Reviewers use a 0–100 score for this criterion.
Model Design and Evaluation Rigor
15.0%At least two distinct model families are trained, compared, and evaluated using NDCG@10 and AUC-ROC on a held-out split. Great submissions include a calibration check, discuss overfitting mitigations, and show the candidate understands ranking vs. classification objectives.
Reviewers use a 0–100 score for this criterion.
Production-Readiness of Serving Endpoint
30.0%The FastAPI endpoint is correct, containerized via Docker, handles edge cases (empty list, missing fields), and includes a latency benchmark showing per-request inference time. Great submissions also discuss how the endpoint would change under high QPS at Reddit scale.
Reviewers use a 0–100 score for this criterion.
Reproducibility and Code Quality
20.0%The repo runs end-to-end with a single command on a fresh environment. Code is clean, modular, typed where appropriate, and follows good software engineering practices. Dependencies are pinned. Great submissions include a brief CI config or at least a linting step.
Reviewers use a 0–100 score for this criterion.
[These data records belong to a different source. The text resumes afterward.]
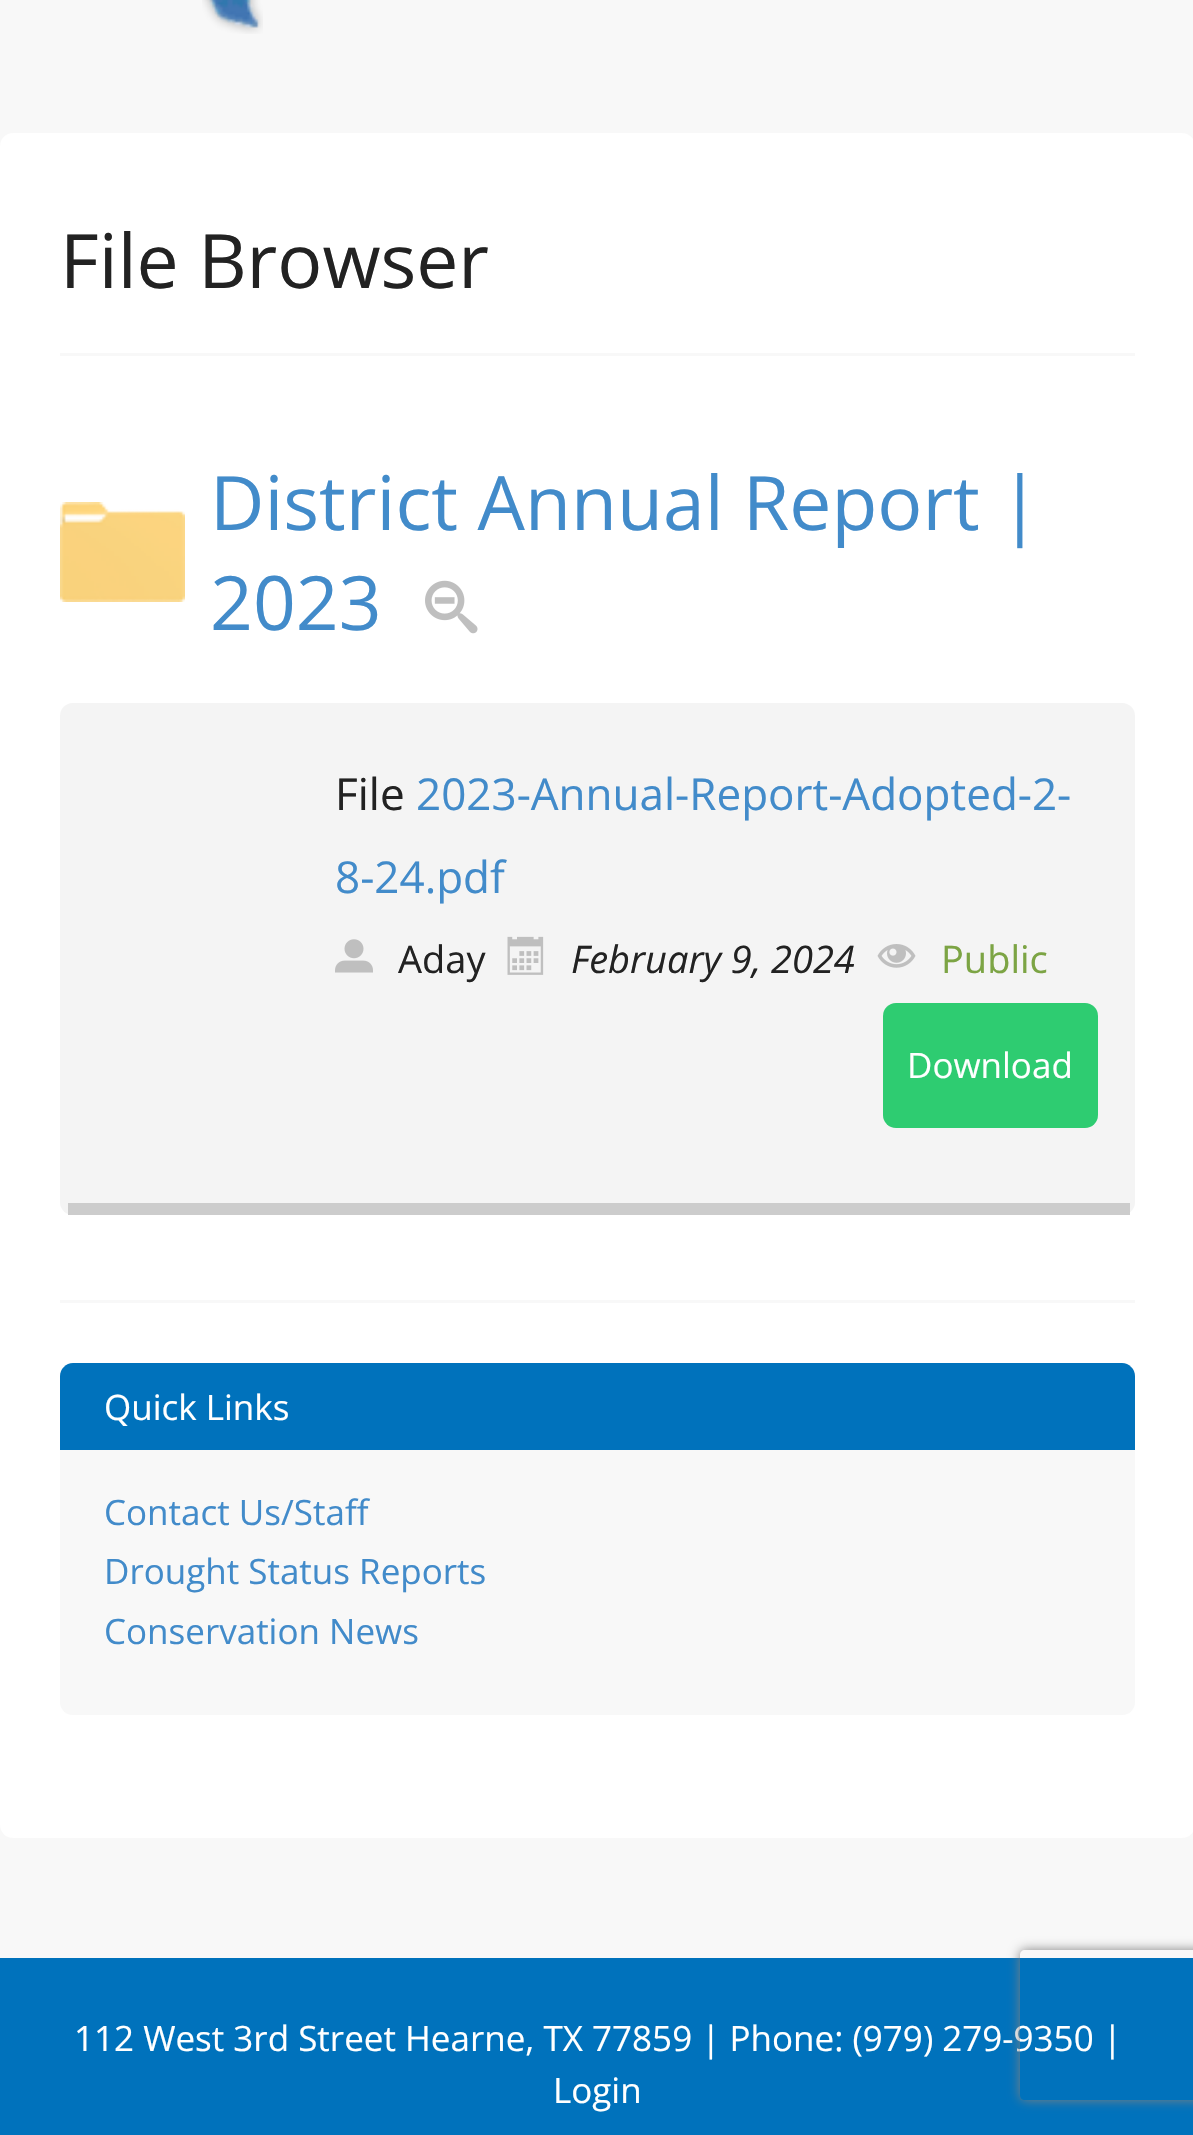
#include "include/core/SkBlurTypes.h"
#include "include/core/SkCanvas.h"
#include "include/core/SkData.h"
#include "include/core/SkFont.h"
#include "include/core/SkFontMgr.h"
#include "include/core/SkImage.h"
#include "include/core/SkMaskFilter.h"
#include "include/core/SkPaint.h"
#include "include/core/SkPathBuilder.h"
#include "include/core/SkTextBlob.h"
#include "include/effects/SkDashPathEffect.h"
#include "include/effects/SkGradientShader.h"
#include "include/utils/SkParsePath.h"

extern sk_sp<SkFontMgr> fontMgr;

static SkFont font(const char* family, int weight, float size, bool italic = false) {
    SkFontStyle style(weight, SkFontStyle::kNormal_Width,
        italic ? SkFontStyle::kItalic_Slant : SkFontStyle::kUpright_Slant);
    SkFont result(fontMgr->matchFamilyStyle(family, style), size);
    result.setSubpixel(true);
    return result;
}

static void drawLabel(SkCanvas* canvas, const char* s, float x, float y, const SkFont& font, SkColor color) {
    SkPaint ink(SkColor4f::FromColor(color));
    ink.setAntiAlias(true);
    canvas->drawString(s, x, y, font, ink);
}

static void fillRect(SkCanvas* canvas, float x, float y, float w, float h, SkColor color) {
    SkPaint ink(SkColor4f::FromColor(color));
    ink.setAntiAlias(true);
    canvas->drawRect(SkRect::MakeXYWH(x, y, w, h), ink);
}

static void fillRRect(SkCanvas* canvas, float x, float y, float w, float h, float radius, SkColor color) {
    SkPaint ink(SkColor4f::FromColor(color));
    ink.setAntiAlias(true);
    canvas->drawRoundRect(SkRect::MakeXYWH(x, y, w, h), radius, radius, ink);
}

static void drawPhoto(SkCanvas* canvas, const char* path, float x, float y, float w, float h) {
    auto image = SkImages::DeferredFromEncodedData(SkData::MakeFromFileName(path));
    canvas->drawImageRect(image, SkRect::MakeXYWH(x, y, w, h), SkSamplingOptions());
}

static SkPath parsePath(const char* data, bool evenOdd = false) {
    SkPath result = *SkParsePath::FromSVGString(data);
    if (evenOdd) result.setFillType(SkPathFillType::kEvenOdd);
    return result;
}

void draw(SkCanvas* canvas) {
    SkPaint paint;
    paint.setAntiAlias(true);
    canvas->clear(0xFFF8F8F8);
    drawPhoto(canvas, "assets/img1.png", 202, 0, 61, 34);
    fillRRect(canvas, 0, 133, 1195, 1705, 13, 0xFFFFFFFF);
    fillRect(canvas, 60, 353, 1075, 3, 0xFFF8F8F8);
    SkFont font1 = font("Open Sans", 400, 75);
    drawLabel(canvas, "File Browser", 60, 288, font1, 0xFF222222);
    fillRect(canvas, 60, 1300, 1075, 3, 0xFFF8F8F8);
    drawPhoto(canvas, "assets/img2.png", 60, 502, 125, 100);
    drawLabel(canvas, "District Annual Report |", 210, 530, font1, 0xFF428BCA);
    drawLabel(canvas, "2023", 210, 630, font1, 0xFF428BCA);
    drawPhoto(canvas, "assets/img3.png", 425, 580, 53, 54);
    fillRRect(canvas, 60, 703, 1075, 512, 13, 0xFFF4F4F4);
    fillRect(canvas, 68, 1203, 1062, 12, 0xFFCCCCCC);
    SkFont font2 = font("Open Sans", 400, 44);
    drawLabel(canvas, "File", 335, 810, font2, 0xFF222222);
    drawLabel(canvas, "2023-Annual-Report-Adopted-2-", 416, 810, font2, 0xFF428BCA);
    drawLabel(canvas, "8-24.pdf", 335, 893, font2, 0xFF428BCA);
    drawPhoto(canvas, "assets/img4.png", 335, 939, 38, 34);
    SkFont font3 = font("Open Sans", 400, 38);
    drawLabel(canvas, "Aday", 398, 973, font3, 0xFF222222);
    drawPhoto(canvas, "assets/img5.png", 507, 936, 37, 39);
    SkFont font4 = font("Open Sans", 400, 38, true);
    drawLabel(canvas, "February 9, 2024", 571, 973, font4, 0xFF222222);
    drawPhoto(canvas, "assets/img6.png", 877, 944, 39, 24);
    drawLabel(canvas, "Public", 941, 973, font3, 0xFF7CA444);
    fillRRect(canvas, 883, 1003, 215, 125, 13, 0xFF2ECC71);
    SkFont font5 = font("Open Sans", 400, 35);
    drawLabel(canvas, "Download", 907, 1078, font5, 0xFFFFFFFF);
    fillRRect(canvas, 60, 1363, 1075, 352, 13, 0xFFF8F8F8);
    paint.setColor(0xFF0072BC);
    canvas->drawPath(parsePath("M73 1363H1122C1129 1363 1135 1369 1135 1376V1450H60V1376C60 1369 66 1363 73 1363Z"), paint);
    drawLabel(canvas, "Quick Links", 104, 1420, font5, 0xFFFFFFFF);
    drawLabel(canvas, "Contact Us/Staff", 104, 1525, font5, 0xFF428BCA);
    drawLabel(canvas, "Drought Status Reports", 104, 1584, font5, 0xFF428BCA);
    drawLabel(canvas, "Conservation News", 104, 1644, font5, 0xFF428BCA);
    fillRect(canvas, 0, 1958, 1193, 177, 0xFF0072BC);
    drawLabel(canvas, "112 West 3rd Street Hearne, TX 77859 | Phone: (979) 279-9350 |", 74, 2051, font5, 0xFFFFFFFF);
    drawLabel(canvas, "Login", 553, 2103, font5, 0xFFFFFFFF);
    canvas->save();
    canvas->clipPath(parsePath("M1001 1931H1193V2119H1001ZM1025 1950H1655C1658 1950 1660 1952 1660 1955V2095C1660 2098 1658 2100 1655 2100H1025C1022 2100 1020 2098 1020 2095V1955C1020 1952 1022 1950 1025 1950Z", true), true);
    paint.setColor(0xFF808080);
    paint.setMaskFilter(SkMaskFilter::MakeBlur(kNormal_SkBlurStyle, 6));
    canvas->drawRoundRect(SkRect::MakeXYWH(1020, 1950, 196, 150), 5, 5, paint);
    paint.setMaskFilter(nullptr);
    canvas->restore();
}
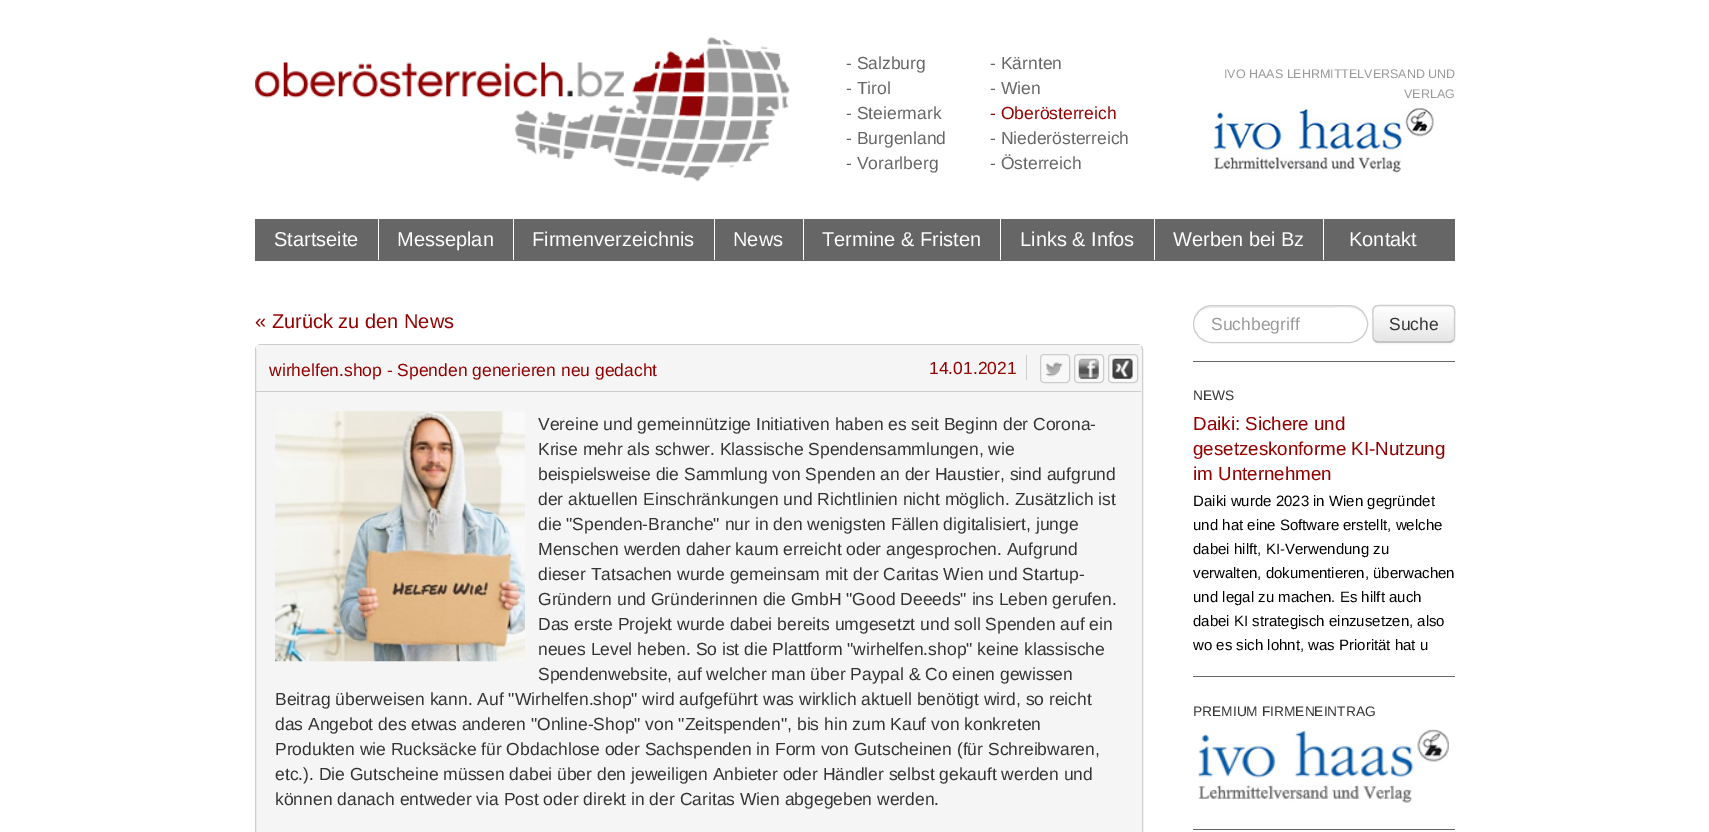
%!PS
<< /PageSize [1709 832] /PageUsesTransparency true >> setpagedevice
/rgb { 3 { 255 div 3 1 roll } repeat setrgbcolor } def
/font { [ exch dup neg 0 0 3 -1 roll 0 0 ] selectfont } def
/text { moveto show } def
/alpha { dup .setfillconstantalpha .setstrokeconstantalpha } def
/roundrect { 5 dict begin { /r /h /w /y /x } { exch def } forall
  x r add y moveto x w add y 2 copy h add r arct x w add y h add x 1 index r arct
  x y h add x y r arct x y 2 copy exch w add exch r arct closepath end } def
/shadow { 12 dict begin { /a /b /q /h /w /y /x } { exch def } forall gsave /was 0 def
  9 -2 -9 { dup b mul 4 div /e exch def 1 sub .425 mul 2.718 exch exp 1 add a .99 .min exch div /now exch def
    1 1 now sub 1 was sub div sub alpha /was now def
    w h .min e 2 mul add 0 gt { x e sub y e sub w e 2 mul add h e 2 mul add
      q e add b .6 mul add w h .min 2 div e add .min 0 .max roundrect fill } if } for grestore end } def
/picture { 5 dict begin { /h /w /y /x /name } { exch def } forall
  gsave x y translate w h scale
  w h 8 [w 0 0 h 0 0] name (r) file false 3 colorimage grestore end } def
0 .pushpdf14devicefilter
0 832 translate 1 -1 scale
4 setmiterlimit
255 255 255 rgb
0 0 1709 832 rectfill
(img_01.rgb) 255 37 535 145 picture
(img_02.rgb) 1209 104 225 69 picture
102 102 102 rgb
255 219 1200 42 rectfill
255 255 255 rgb
378 219 1 41 rectfill
513 219 1 41 rectfill
714 219 1 41 rectfill
803 219 1 41 rectfill
1000 219 1 41 rectfill
1154 219 1 41 rectfill
1323 219 1 41 rectfill
245 245 245 rgb
255.5 344.5 887 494 5.5 roundrect gsave fill grestore
205 205 205 rgb
stroke
245 245 245 rgb
256 345 885 4 rectfill
205 205 205 rgb
256 391 885 1 rectfill
1026 355 1 25 rectfill
248 248 248 rgb
1040.5 354.5 29 28 3.5 roundrect gsave fill grestore
204 204 204 rgb
stroke
(img_03.rgb) 1045 362 18 15 picture
248 248 248 rgb
1074.5 354.5 29 28 3.5 roundrect gsave fill grestore
204 204 204 rgb
stroke
(img_04.rgb) 1078 358 21 21 picture
248 248 248 rgb
1108.5 354.5 29 28 3.5 roundrect gsave fill grestore
204 204 204 rgb
stroke
(img_05.rgb) 1112 358 21 21 picture
(img_06.rgb) 275 411 250 251 picture
102 102 102 rgb
1193 361 262 1 rectfill
236 236 236 rgb
1211 308 moveto 115 0 rlineto 10 0 21 -2 30 1 rcurveto 6 2 9 7 10 13 rcurveto -1 -9 -8 -16 -18 -16 rcurveto -136 0 rlineto -9 0 -17 6 -18 15 rcurveto 2 -7 8 -13 17 -13 rcurveto closepath fill
204 204 204 rgb
1193.5 305.5 174 37 18.5 roundrect stroke
0 0 0 rgb
1373 306 82 38 5 1 0.05 shadow
245 245 245 rgb
1373 305 82 38 5 roundrect fill
gsave
1373 305 82 38 5 roundrect clip newpath
gsave 1373 306 moveto 82 0 rlineto 0 35 rlineto -82 0 rlineto closepath clip newpath
<< /ShadingType 2 /ColorSpace /DeviceRGB /Coords [1414 306 1414 341] /Extend [true true] /Function << /FunctionType 2 /Domain [0 1] /C0 [1 1 1] /C1 [0.902 0.902 0.902] /N 1 >> >> shfill grestore
grestore
179 179 179 rgb
1.2 setlinewidth
1453 340.5 moveto -2.5 1.5 rlineto -73.5 0 rlineto -2.5 -1.5 rlineto stroke
204 204 204 rgb
1374.5 340.5 moveto -2 -2 -1.5 -5 -1.5 -7.5 rcurveto 0 -9 rlineto 0 -20 -3 -18.5 16.5 -18.5 rcurveto 48.5 0 rlineto 19.5 0 16.5 -1.5 16.5 18.5 rcurveto 0 9 rlineto 0 2.5 0.5 5.5 -1.5 7.5 rcurveto stroke
102 102 102 rgb
1193 676 262 1 rectfill
1193 829 262 1 rectfill
(img_07.rgb) 1198 729 251 74 picture
/LiberationSans-Regular 17.5 font
(- Salzburg) 846 69 text
(- Tirol) 846 94 text
(- Steiermark) 846 119 text
(- Burgenland) 846 144 text
(- Vorarlberg) 846 169 text
(- Kärnten) 990 69 text
(- Wien) 990 94 text
147 0 0 rgb
(- Oberösterreich) 990 119 text
102 102 102 rgb
(- Niederösterreich) 990 144 text
(- Österreich) 990 169 text
/LiberationSans-Regular 12.5 font
153 153 153 rgb
(IVO HAAS LEHRMITTELVERSAND UND) 1224 78 text
(VERLAG) 1404 98 text
/Arimo-Regular 20 font
255 255 255 rgb
(Startseite) 274 246 text
(Messeplan) 397 246 text
(Firmenverzeichnis) 532 246 text
(News) 733 246 text
(Termine & Fristen) 822 246 text
(Links & Infos) 1020 246 text
(Werben bei Bz) 1173 246 text
(Kontakt) 1349 246 text
/LiberationSans-Regular 20 font
147 0 0 rgb
(« Zurück zu den News) 255 328 text
/LiberationSans-Regular 17.5 font
(wirhelfen.shop - Spenden generieren neu gedacht) 269 376 text
(14.01.2021) 929 374 text
51 51 51 rgb
(Vereine und gemeinnützige Initiativen haben es seit Beginn der Corona-) 538 430 text
(Krise mehr als schwer. Klassische Spendensammlungen, wie) 538 455 text
(beispielsweise die Sammlung von Spenden an der Haustier, sind aufgrund) 538 480 text
(der aktuellen Einschränkungen und Richtlinien nicht möglich. Zusätzlich ist) 538 505 text
(die "Spenden-Branche" nur in den wenigsten Fällen digitalisiert, junge) 538 530 text
(Menschen werden daher kaum erreicht oder angesprochen. Aufgrund) 538 555 text
(dieser Tatsachen wurde gemeinsam mit der Caritas Wien und Startup-) 538 580 text
(Gründern und Gründerinnen die GmbH "Good Deeeds" ins Leben gerufen.) 538 605 text
(Das erste Projekt wurde dabei bereits umgesetzt und soll Spenden auf ein) 538 630 text
(neues Level heben. So ist die Plattform "wirhelfen.shop" keine klassische) 538 655 text
(Spendenwebsite, auf welcher man über Paypal & Co einen gewissen) 538 680 text
(Beitrag überweisen kann. Auf "Wirhelfen.shop" wird aufgeführt was wirklich aktuell benötigt wird, so reicht) 275 705 text
(das Angebot des etwas anderen "Online-Shop" von "Zeitspenden", bis hin zum Kauf von konkreten) 275 730 text
(Produkten wie Rucksäcke für Obdachlose oder Sachspenden in Form von Gutscheinen \(für Schreibwaren,) 275 755 text
(etc.\). Die Gutscheine müssen dabei über den jeweiligen Anbieter oder Händler selbst gekauft werden und) 275 780 text
(können danach entweder via Post oder direkt in der Caritas Wien abgegeben werden.) 275 805 text
153 153 153 rgb
(Suchbegriff) 1211 330 text
51 51 51 rgb
(Suche) 1389 330 text
/Arimo-Regular 13.75 font
(NEWS) 1193 400 text
/Arimo-Regular 18.75 font
147 0 0 rgb
(Daiki: Sichere und) 1193 430 text
(gesetzeskonforme KI-Nutzung) 1193 455 text
(im Unternehmen) 1193 480 text
/LiberationSans-Regular 15 font
0 0 0 rgb
(Daiki wurde 2023 in Wien gegründet) 1193 506 text
(und hat eine Software erstellt, welche) 1193 530 text
(dabei hilft, KI-Verwendung zu) 1193 554 text
(verwalten, dokumentieren, überwachen) 1193 578 text
(und legal zu machen. Es hilft auch) 1193 602 text
(dabei KI strategisch einzusetzen, also) 1193 626 text
(wo es sich lohnt, was Priorität hat u) 1193 650 text
/Arimo-Regular 13.75 font
51 51 51 rgb
(PREMIUM FIRMENEINTRAG) 1193 716 text
.poppdf14devicefilter showpage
System Scalability Reasoning in README
20.0%The README section on scale demonstrates genuine understanding of distributed ML systems: feature stores, offline vs. online feature computation, model serving latency budgets, Spark/Kafka pipelines, and A/B testing frameworks. Great submissions make concrete, realistic proposals rather than vague buzzword lists.
Reviewers use a 0–100 score for this criterion.